O Tatão Tibúrcio também fazia os dele, grandes e arredondados, parecendo não ter a mesma perícia de papai. Mas o Tatão utilizava taboca, uma espécie de bambu cheio de espinhos recurvos e lacerantes. Seu trabalho era mais penoso, pois teria que retirar todos os espinhos para poder construir suas cestas e balaios.

Havia uns homens da montanha, de uma região denominada Careço, e deles se diziam ser gente muito braba, mas sua fama maior era mesmo de artesãos. Seus balaios eram mais bem trabalhados, com desenhos nas laterais, um primor. Não usavam o nosso bambu nem taboca, mas taquara, que é outra espécie de bambu – mais delicado e “obediente”. Papai, de vez em quando, comprava um balaio de taquara daqueles montanheses.

Eu também me arrisquei no ofício. Por mais de uma vez cortei bambu e tentei fazer balaio, conforme via meu pai fazendo. Mas na hora de dobrar os “mourões”... Enquanto eu segurava uma ponta, a outra soltava; recuperando aquela, esta é que soltava. De repente, uma farpa adentrava minha carne, salpicando tudo de vermelho. O fim. Num ímpeto, eu chutava aquela geringonça e praguejava prometendo nunca, mas nunca mais fazer balaios. Passados alguns dias... “Acho que vou conseguir desta vez, pois todo mundo faz”. Então um bambu é cortado, rasgado em tiras, descarnado. Uma ripa é dobrada, redobrada, desdobrada e...  “Praga de bambu, praga de balaio, cortei o dedo, nunca mais mexo com essa birosca!”

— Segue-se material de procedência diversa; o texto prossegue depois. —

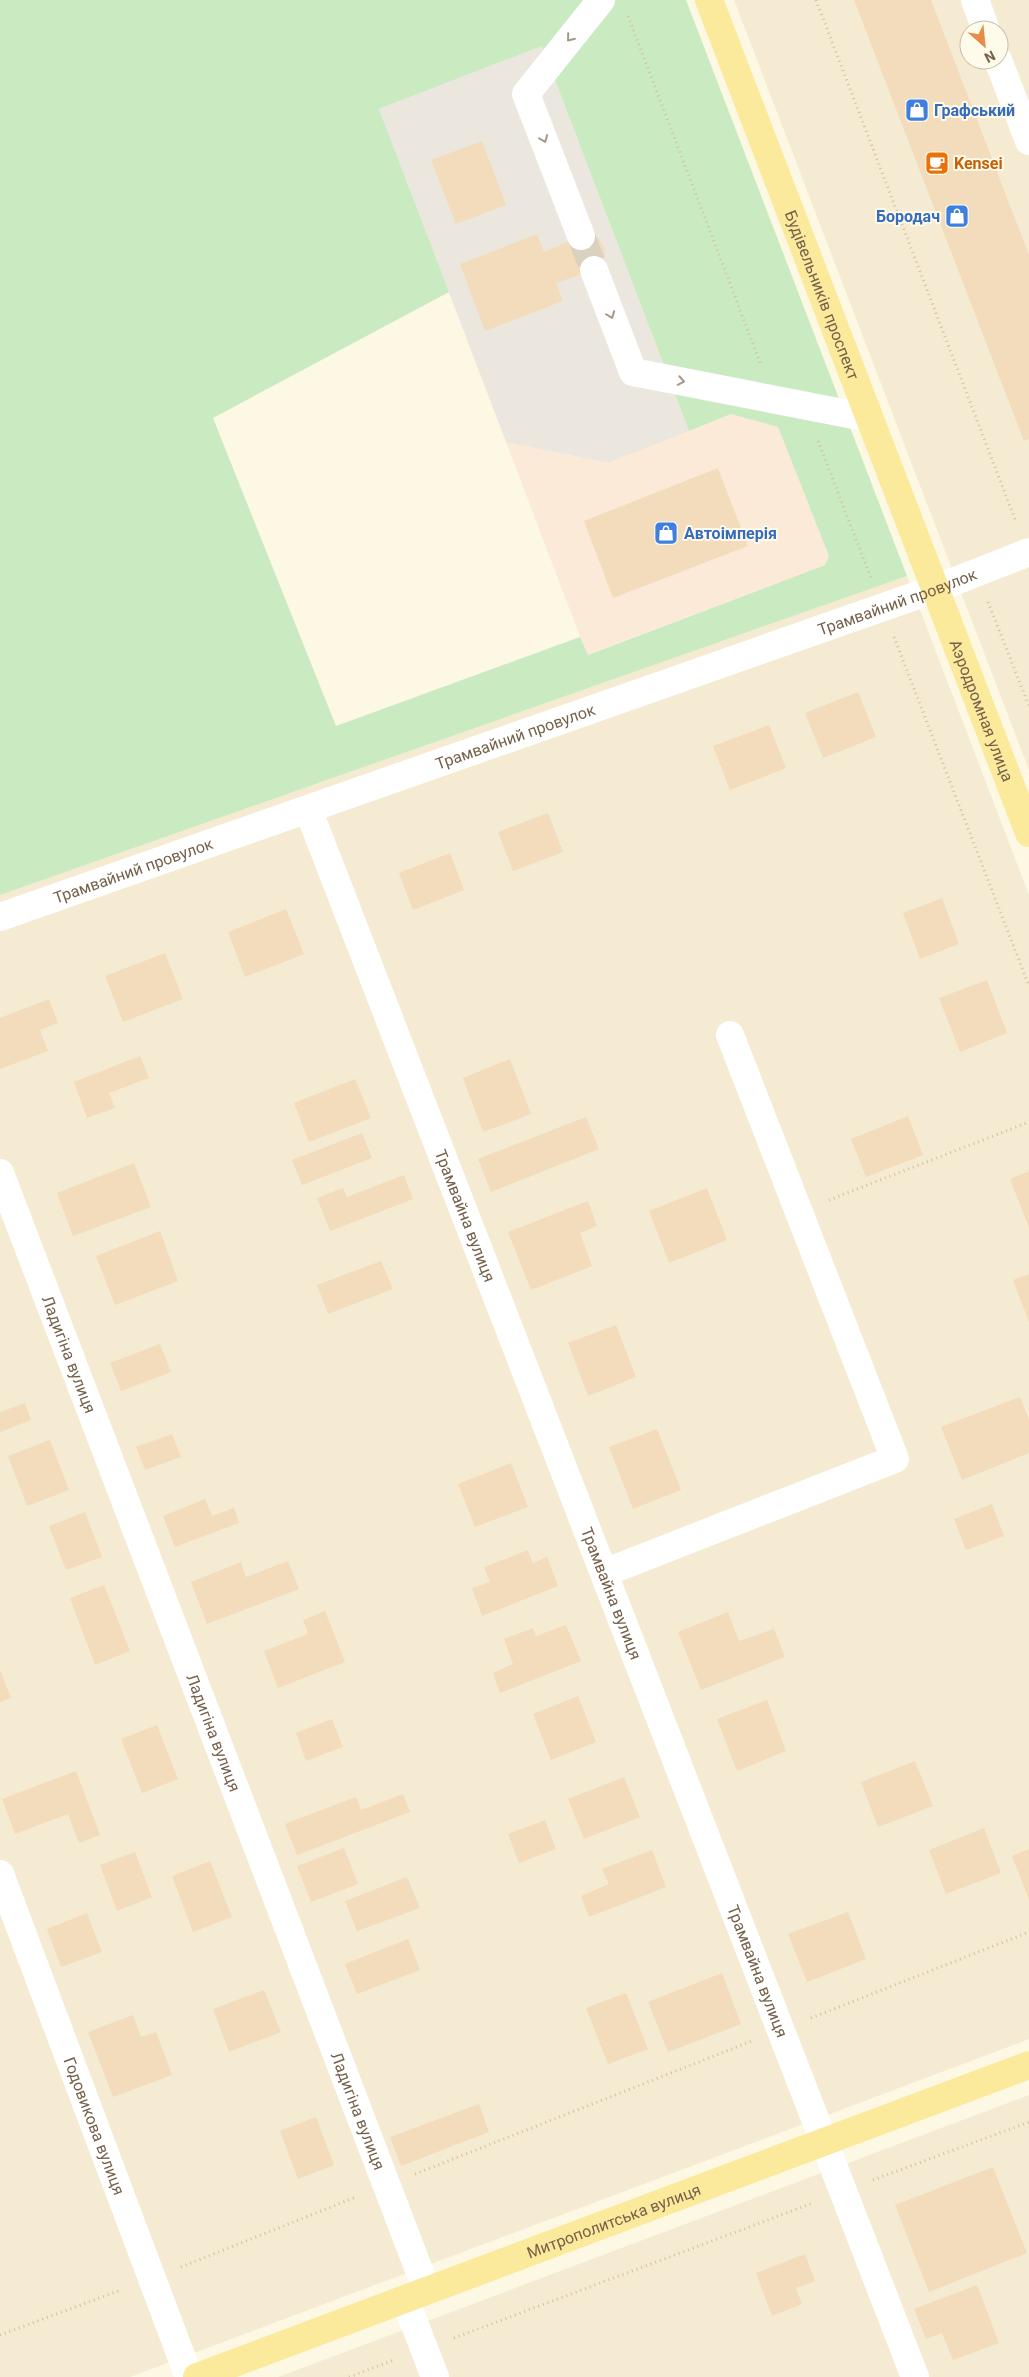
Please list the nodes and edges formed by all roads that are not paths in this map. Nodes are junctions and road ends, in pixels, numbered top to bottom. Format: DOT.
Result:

Mas eu não queria falar de artesanato, nem do artesão que nunca fui, embora tentasse. Numa conversa recente com um irmão, lembrei-me das roças de nossa infância e dos balaios de milho que enchíamos durante a colheita. Eram pesados, mas eu me esforçava, enchendo-o até à boca. Num galeio, punha o balaio no ombro, mas algumas espigas mais salientes costumavam escapar e caíam. Eu abaixava até a espiga fujona para devolvê-la ao balaio já no ombro e, desequilibrando-me, caía com o balaio e esparramava a carga. Eu, pequeno e fraco – talvez ainda continue assim – trabalhava para além de minhas forças.

Hoje, meu balaio não é de bambu, mas costuma ferir-me os ombros. Todo domingo vou até a igreja para pegar com meu Senhor um “balaio” vazio para, durante a semana, enchê-lo com as espigas que encontrar. No final da semana, levo de volta o balaio à igreja e apresento ao meu Senhor os frutos de minha jornada. Às vezes tenho vergonha, pois o balaio está um pouco vazio, com espigas ruins ou com impurezas. Então, peço perdão ao meu Senhor e prometo uma colheita melhor na próxima semana. Quem sabe, um dia acerto?...

O irmãozinho, a quem dedico esta crônica tendo o balaio como metáfora, também entrega o seu, que é sempre transbordante e com as melhores espigas. Preciso aprender com ele.